Import quotas, tariffs and decisions under lack of complete information

There is some confusion regarding quotas, tariffs and their application among general public and even among some people who claim to know things. However, the attempt to explain a concept of  this nature in a blog is fraught with risk of being misunderstood. I cannot use mathematics and graphs in a general blog, and so I would try and connect them through some links to webpages. For preliminary understanding of quotas and tariffs one can follow the wiki. 

It is generally assumed that tariffs are better than quotas. And most of this misconception comes from the WTO rules, that somehow make it sound as if tariffs are better than quotas. Anything that reads 'quota' is abhorred in general and tarrification is considered the starting point of trade liberalization.

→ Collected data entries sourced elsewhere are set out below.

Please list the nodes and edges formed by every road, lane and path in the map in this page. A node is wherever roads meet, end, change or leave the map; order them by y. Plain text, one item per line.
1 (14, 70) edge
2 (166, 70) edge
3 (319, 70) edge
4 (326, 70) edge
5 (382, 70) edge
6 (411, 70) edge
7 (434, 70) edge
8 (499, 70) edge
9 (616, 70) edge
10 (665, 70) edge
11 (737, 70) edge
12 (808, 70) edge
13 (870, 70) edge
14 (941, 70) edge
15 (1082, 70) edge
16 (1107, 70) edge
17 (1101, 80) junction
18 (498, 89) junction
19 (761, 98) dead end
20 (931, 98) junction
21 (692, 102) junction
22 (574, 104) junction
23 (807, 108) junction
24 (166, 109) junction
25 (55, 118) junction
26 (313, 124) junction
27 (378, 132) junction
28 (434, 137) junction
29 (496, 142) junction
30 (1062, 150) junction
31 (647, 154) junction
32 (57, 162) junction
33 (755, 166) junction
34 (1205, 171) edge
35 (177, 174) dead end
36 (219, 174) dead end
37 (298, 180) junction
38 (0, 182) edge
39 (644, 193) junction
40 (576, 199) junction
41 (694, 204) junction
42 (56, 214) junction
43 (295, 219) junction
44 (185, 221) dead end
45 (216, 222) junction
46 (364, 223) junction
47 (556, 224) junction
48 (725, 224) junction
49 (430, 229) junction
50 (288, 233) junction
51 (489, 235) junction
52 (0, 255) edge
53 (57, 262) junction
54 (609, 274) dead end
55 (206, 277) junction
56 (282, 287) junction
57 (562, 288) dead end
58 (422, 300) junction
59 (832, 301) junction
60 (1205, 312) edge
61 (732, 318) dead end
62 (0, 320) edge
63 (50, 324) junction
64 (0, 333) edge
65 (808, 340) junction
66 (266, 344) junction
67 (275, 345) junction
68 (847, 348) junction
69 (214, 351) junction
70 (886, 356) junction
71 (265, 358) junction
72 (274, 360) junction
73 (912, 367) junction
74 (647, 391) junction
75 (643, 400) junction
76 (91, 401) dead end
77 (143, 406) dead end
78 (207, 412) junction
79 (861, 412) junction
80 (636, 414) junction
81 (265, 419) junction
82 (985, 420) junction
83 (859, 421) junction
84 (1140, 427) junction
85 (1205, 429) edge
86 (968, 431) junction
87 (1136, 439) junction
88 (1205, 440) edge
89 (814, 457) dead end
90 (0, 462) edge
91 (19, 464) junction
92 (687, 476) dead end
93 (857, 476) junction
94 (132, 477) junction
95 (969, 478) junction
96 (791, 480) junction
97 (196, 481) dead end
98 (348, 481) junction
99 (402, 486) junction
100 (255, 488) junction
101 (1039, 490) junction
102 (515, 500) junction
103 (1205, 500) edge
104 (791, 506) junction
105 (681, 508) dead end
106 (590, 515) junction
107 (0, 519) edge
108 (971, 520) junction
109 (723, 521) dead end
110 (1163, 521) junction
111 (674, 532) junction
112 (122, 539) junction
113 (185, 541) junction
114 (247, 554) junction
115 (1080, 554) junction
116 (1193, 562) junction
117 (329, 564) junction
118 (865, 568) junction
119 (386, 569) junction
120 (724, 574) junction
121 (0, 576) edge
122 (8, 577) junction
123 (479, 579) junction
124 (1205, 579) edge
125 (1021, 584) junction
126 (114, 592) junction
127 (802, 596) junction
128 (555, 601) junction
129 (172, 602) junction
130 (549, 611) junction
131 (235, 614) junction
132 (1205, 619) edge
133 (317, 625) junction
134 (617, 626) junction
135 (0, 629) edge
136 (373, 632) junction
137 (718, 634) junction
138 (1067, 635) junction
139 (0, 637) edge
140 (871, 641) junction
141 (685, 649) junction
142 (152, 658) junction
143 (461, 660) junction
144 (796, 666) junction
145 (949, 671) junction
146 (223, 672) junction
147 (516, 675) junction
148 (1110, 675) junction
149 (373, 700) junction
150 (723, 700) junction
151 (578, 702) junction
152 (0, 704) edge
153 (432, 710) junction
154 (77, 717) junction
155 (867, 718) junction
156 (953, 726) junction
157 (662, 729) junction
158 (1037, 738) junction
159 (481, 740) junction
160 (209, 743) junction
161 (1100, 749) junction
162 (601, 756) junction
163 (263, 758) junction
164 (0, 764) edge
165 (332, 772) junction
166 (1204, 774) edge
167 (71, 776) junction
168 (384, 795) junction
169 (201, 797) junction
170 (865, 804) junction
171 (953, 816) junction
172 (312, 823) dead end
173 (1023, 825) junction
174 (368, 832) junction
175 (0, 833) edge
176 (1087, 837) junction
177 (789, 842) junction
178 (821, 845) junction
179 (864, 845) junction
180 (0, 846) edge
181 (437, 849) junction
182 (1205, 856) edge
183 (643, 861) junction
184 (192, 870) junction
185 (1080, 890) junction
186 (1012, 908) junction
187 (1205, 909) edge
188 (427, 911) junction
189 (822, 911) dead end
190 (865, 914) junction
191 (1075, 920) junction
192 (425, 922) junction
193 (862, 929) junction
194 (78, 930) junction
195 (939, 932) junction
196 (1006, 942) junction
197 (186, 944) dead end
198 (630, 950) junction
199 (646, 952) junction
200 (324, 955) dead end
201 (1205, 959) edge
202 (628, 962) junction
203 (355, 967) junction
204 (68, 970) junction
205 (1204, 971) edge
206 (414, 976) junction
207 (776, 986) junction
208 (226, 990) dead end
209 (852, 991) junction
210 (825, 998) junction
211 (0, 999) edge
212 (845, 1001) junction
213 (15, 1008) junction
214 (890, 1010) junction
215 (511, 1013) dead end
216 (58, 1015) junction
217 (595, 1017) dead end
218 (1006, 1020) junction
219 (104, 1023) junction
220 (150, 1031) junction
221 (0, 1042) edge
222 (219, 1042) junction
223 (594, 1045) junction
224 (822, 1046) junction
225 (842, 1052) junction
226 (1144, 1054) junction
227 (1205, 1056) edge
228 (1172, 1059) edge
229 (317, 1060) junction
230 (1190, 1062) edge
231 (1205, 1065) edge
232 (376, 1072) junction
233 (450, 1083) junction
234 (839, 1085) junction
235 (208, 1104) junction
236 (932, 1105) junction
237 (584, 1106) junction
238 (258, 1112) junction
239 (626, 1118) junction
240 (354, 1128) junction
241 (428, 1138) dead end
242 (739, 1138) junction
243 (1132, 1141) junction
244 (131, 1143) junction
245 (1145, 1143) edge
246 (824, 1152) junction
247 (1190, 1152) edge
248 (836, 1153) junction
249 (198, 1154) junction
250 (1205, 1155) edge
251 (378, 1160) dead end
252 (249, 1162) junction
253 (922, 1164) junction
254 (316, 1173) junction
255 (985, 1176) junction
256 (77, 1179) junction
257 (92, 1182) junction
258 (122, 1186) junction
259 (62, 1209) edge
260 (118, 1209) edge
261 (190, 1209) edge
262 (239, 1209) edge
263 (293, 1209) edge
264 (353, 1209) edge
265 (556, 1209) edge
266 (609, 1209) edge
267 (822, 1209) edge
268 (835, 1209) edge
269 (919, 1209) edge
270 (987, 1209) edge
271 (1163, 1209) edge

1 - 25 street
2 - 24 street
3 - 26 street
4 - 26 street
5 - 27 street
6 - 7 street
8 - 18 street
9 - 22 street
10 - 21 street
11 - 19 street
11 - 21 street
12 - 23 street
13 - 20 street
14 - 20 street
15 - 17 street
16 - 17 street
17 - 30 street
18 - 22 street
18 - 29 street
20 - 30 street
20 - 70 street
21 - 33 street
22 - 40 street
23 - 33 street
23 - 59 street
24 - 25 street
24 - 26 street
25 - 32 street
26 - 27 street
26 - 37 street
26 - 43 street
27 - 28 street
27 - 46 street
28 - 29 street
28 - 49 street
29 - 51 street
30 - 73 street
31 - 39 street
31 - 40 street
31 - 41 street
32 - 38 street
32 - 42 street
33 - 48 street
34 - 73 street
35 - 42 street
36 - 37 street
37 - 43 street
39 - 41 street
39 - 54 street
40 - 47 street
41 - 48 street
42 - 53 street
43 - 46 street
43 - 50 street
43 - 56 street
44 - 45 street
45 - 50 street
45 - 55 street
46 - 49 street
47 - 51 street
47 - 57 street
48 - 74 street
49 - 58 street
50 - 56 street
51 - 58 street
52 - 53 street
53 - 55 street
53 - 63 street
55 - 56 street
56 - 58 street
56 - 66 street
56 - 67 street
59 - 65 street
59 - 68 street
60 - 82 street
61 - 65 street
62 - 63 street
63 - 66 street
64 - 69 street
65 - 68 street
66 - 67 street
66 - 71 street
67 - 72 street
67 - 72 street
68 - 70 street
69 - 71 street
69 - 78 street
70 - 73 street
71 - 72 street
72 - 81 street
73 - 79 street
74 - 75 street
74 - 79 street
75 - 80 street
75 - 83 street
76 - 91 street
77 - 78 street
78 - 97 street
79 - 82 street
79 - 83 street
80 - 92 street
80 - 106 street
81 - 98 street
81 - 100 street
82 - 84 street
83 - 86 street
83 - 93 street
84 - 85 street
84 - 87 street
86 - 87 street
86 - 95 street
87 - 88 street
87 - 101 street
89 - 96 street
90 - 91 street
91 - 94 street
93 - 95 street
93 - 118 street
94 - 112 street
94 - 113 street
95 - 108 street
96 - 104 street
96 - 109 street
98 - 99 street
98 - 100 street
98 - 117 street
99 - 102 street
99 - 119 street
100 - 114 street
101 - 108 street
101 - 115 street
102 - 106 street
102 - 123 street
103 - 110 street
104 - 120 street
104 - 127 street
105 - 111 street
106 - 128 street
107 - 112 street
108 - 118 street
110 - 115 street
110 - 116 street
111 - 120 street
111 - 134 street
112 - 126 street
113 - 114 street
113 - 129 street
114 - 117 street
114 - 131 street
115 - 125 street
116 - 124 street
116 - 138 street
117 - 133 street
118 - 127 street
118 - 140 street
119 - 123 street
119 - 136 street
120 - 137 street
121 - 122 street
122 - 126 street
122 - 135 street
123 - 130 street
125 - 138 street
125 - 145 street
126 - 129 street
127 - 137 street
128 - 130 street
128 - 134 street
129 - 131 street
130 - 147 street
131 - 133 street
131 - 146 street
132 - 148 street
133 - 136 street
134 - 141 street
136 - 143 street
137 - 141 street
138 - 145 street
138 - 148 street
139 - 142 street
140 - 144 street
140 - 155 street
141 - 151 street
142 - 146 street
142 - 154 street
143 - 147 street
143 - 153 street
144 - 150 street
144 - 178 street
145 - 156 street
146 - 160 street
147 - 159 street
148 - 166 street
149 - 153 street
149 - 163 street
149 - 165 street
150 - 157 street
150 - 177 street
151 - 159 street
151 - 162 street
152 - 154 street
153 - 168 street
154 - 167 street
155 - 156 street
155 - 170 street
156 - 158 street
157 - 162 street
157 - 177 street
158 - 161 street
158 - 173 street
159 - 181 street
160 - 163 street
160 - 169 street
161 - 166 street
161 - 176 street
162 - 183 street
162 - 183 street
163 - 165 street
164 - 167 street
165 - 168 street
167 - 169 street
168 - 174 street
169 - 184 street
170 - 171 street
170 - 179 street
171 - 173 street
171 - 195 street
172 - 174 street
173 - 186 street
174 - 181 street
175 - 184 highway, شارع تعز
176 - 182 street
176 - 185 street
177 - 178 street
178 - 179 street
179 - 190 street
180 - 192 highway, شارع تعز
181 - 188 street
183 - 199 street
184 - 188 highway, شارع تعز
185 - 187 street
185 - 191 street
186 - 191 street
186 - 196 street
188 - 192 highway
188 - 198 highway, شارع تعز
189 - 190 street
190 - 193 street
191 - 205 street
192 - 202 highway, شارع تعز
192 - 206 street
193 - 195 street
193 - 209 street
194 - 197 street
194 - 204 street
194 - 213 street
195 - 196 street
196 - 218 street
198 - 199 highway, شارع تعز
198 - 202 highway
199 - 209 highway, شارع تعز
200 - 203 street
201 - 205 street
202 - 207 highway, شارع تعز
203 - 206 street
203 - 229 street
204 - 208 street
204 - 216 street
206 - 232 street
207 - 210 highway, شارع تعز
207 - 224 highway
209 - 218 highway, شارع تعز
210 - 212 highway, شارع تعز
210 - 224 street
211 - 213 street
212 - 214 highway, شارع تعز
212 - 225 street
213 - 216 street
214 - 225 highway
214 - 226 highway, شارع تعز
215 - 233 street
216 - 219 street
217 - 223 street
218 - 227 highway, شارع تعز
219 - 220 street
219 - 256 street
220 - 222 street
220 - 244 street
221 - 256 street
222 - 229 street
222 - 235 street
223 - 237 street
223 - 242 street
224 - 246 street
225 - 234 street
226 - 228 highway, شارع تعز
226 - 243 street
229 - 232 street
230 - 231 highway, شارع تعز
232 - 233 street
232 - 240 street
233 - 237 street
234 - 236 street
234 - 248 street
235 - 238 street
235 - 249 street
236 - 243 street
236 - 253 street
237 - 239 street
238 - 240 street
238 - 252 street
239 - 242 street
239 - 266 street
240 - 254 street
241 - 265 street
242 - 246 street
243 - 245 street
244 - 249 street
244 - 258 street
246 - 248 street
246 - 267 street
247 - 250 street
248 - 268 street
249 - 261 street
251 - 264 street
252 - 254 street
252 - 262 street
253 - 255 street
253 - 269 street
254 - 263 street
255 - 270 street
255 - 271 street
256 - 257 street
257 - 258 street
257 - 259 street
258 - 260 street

If one reads elementary economics, one would see that quotas are more trade restrictive than tariffs. And the person reasons, along with WTO, that due to the trade restrictive nature of quotas, they shouldn't be used, unless there is an emergency of monetary or other sorts like injury to industry etc. For some reason, the elementary texts stop at that. If you go a little further, you will bump into Bhagwati's paper where he argues about tariffs and quotas being one and the same, producing same effects, under certain assumptions like free market and perfect competition. The welfare effect gains/losses can also be made same given the quotas are judiciously auctioned or sold (otherwise the quota benefits accrue to the seller or importer or the quota-issuing-bribe-taking bureaucrats). 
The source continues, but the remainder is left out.